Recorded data
= Beginning of Section =

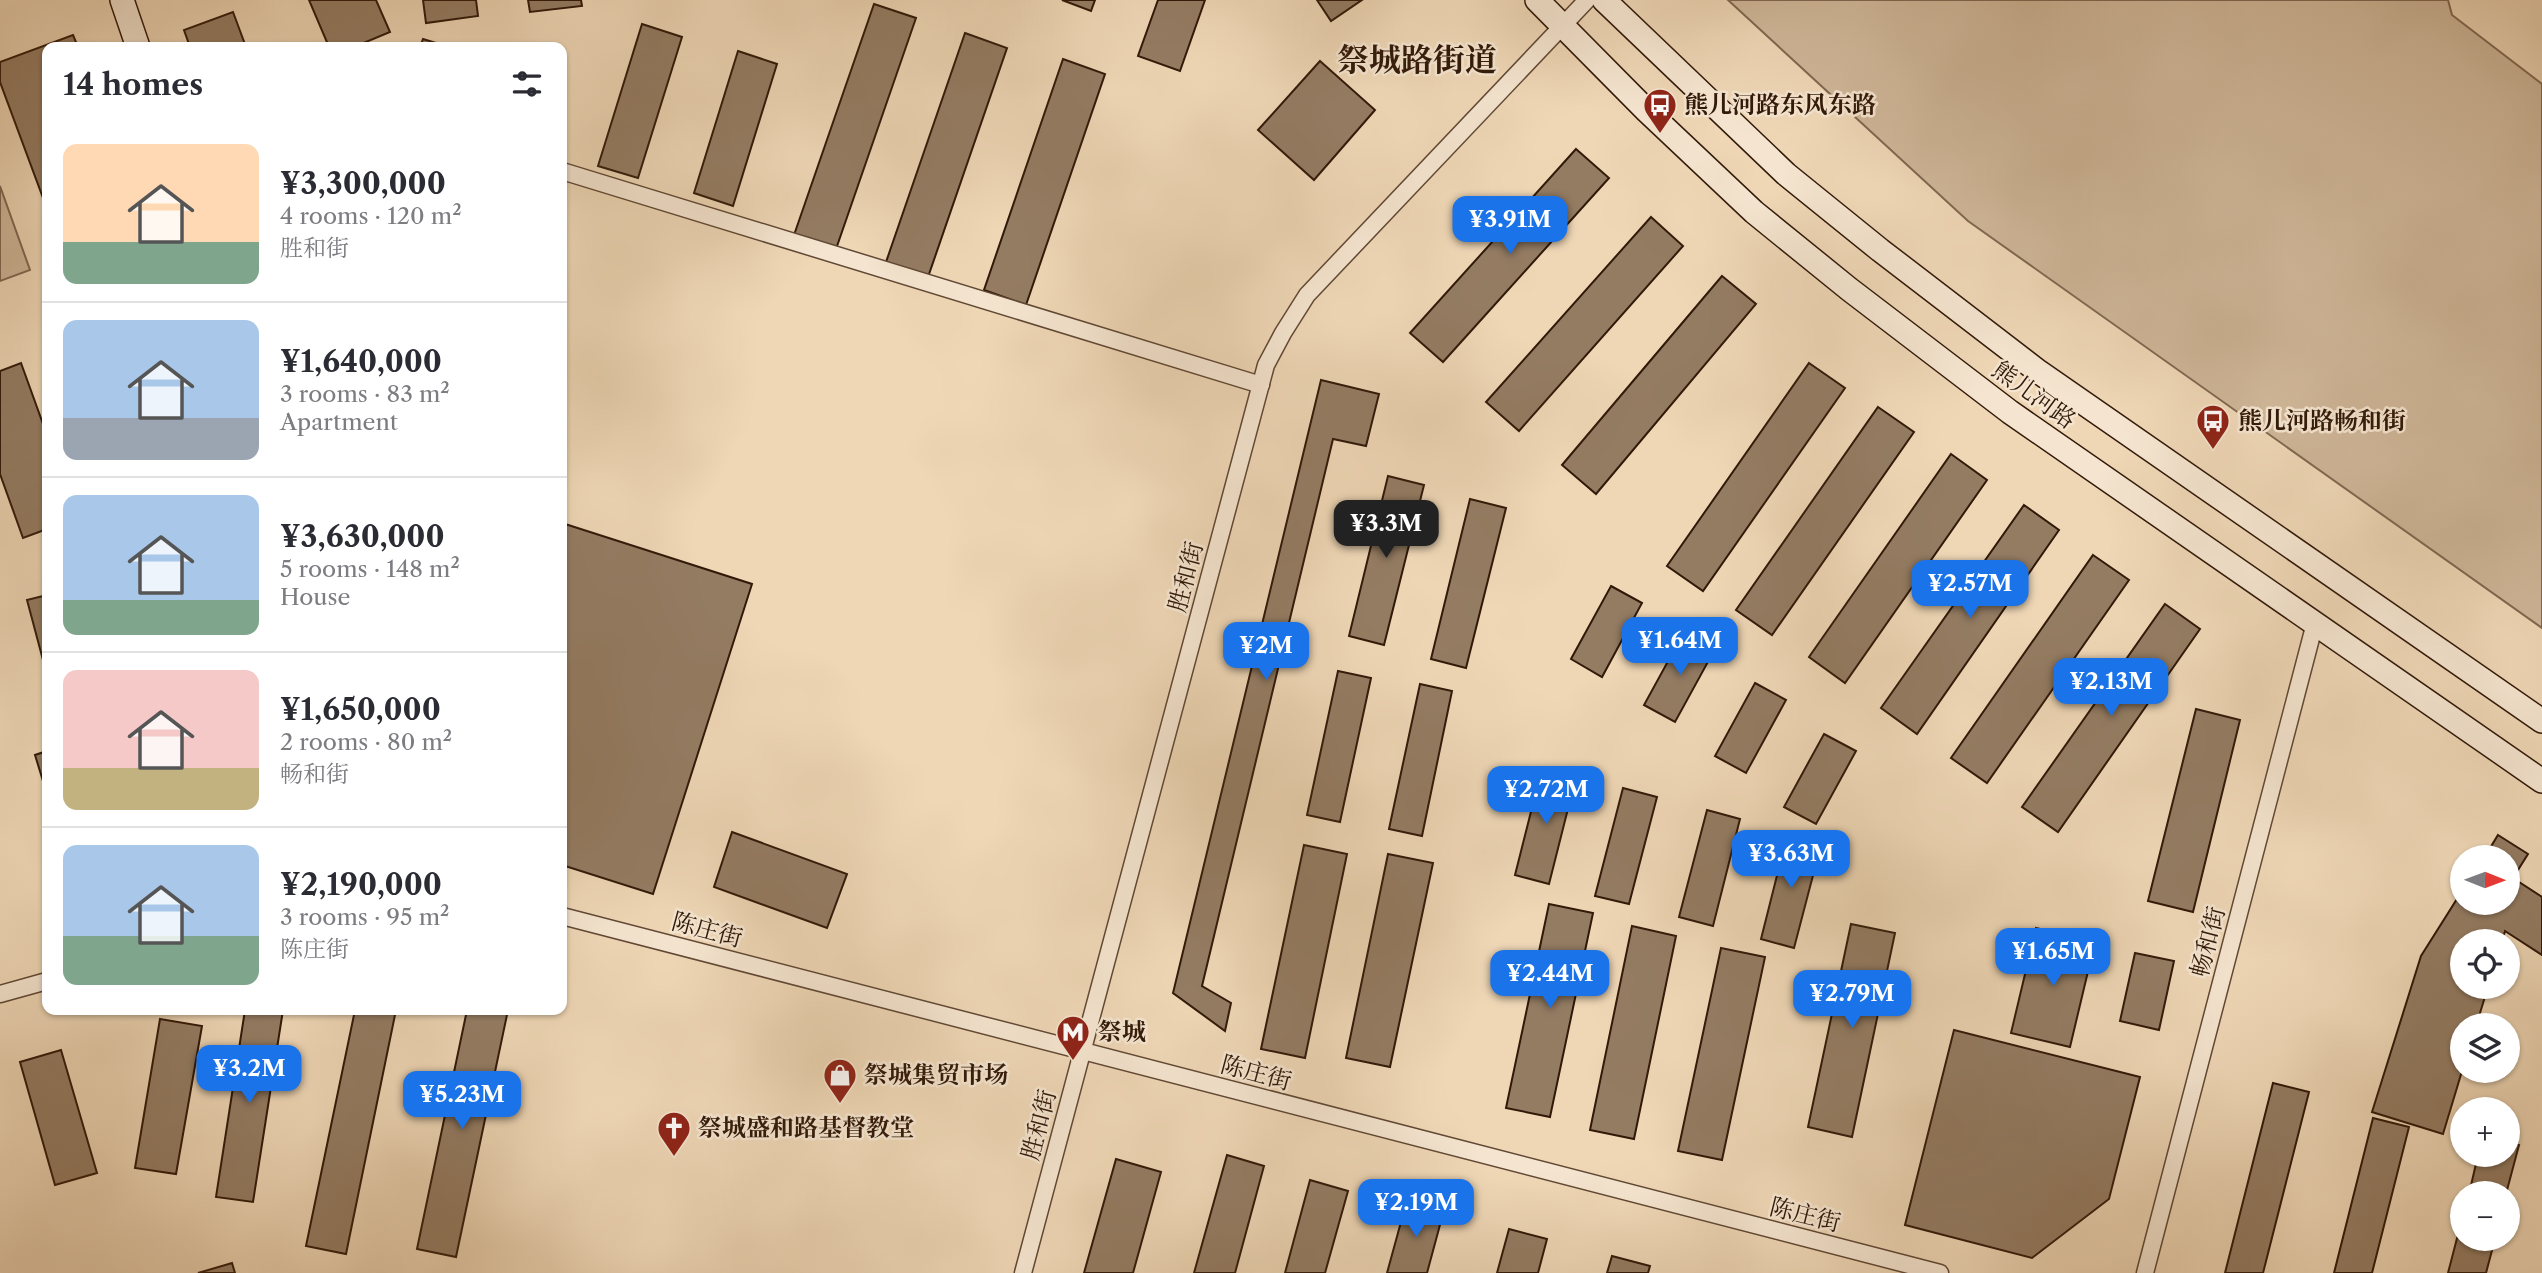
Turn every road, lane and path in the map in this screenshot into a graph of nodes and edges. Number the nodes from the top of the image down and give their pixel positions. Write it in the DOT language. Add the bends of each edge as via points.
graph roads {
  1 [pos="122,0"];
  2 [pos="1537,0"];
  3 [pos="1587,0"];
  4 [pos="1604,0"];
  5 [pos="1562,27"];
  6 [pos="136,42"];
  7 [pos="567,172"];
  8 [pos="1261,385"];
  9 [pos="2315,623"];
  10 [pos="2542,721"];
  11 [pos="2542,781"];
  12 [pos="567,917"];
  13 [pos="42,982"];
  14 [pos="0,994"];
  15 [pos="1083,1052"];
  16 [pos="1023,1273"];
  17 [pos="1940,1273"];
  18 [pos="2145,1273"];
  1 -- 6 [label="street"];
  2 -- 5 [label="street, 熊儿河路"];
  3 -- 5 [label="street, 胜和街"];
  4 -- 10 [label="street, 熊儿河路" via="1786,174 1880,250 2039,372"];
  5 -- 8 [label="street, 胜和街" via="1307,295 1266,365"];
  5 -- 9 [label="street, 熊儿河路" via="1754,212 1849,289 2010,412"];
  7 -- 8 [label="street"];
  8 -- 15 [label="street, 胜和街"];
  9 -- 11 [label="street, 熊儿河路"];
  9 -- 18 [label="street, 畅和街"];
  12 -- 15 [label="street, 陈庄街"];
  13 -- 14 [label="street"];
  15 -- 16 [label="street, 胜和街"];
  15 -- 17 [label="street, 陈庄街"];
}
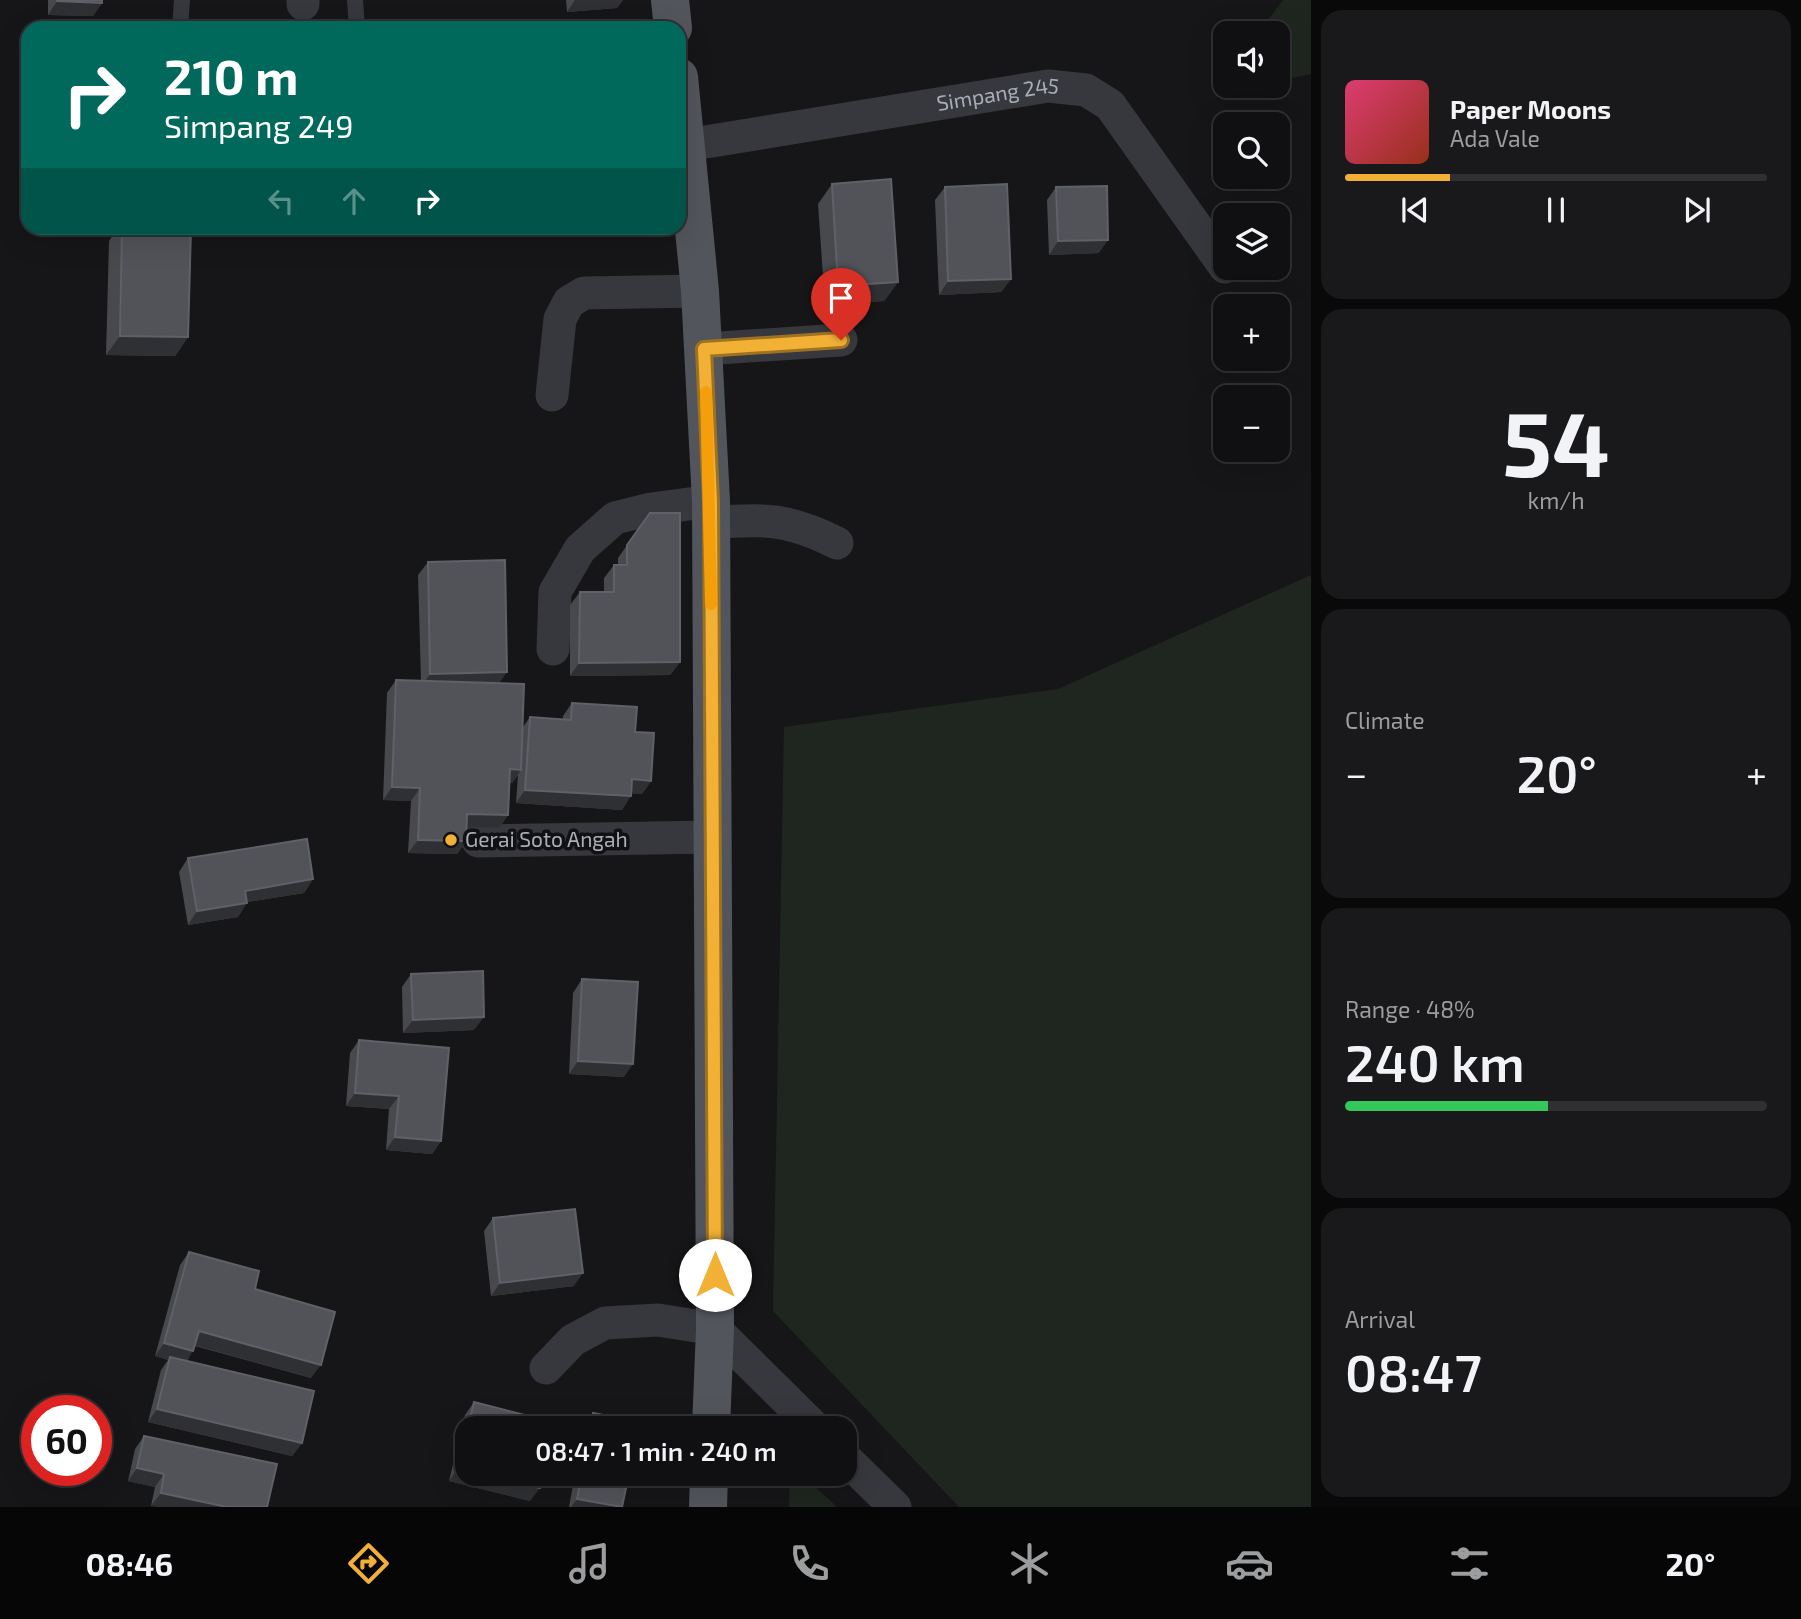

= End of Section =

What you will do
With the pictures removed, the entries above should be transcribed exactly.

Written solution
Turn every road, lane and path in the map in this screenshot into a graph of nodes and edges. Number the nodes from the top of the image down and give their pixel positions. Write it in the DOT language. Add the bends of each edge as via points.
graph roads {
  1 [pos="122,0"];
  2 [pos="1537,0"];
  3 [pos="1587,0"];
  4 [pos="1604,0"];
  5 [pos="1562,27"];
  6 [pos="136,42"];
  7 [pos="567,172"];
  8 [pos="1261,385"];
  9 [pos="2315,623"];
  10 [pos="2542,721"];
  11 [pos="2542,781"];
  12 [pos="567,917"];
  13 [pos="42,982"];
  14 [pos="0,994"];
  15 [pos="1083,1052"];
  16 [pos="1023,1273"];
  17 [pos="1940,1273"];
  18 [pos="2145,1273"];
  1 -- 6 [label="street"];
  2 -- 5 [label="street, 熊儿河路"];
  3 -- 5 [label="street, 胜和街"];
  4 -- 10 [label="street, 熊儿河路" via="1786,174 1880,250 2039,372"];
  5 -- 8 [label="street, 胜和街" via="1307,295 1266,365"];
  5 -- 9 [label="street, 熊儿河路" via="1754,212 1849,289 2010,412"];
  7 -- 8 [label="street"];
  8 -- 15 [label="street, 胜和街"];
  9 -- 11 [label="street, 熊儿河路"];
  9 -- 18 [label="street, 畅和街"];
  12 -- 15 [label="street, 陈庄街"];
  13 -- 14 [label="street"];
  15 -- 16 [label="street, 胜和街"];
  15 -- 17 [label="street, 陈庄街"];
}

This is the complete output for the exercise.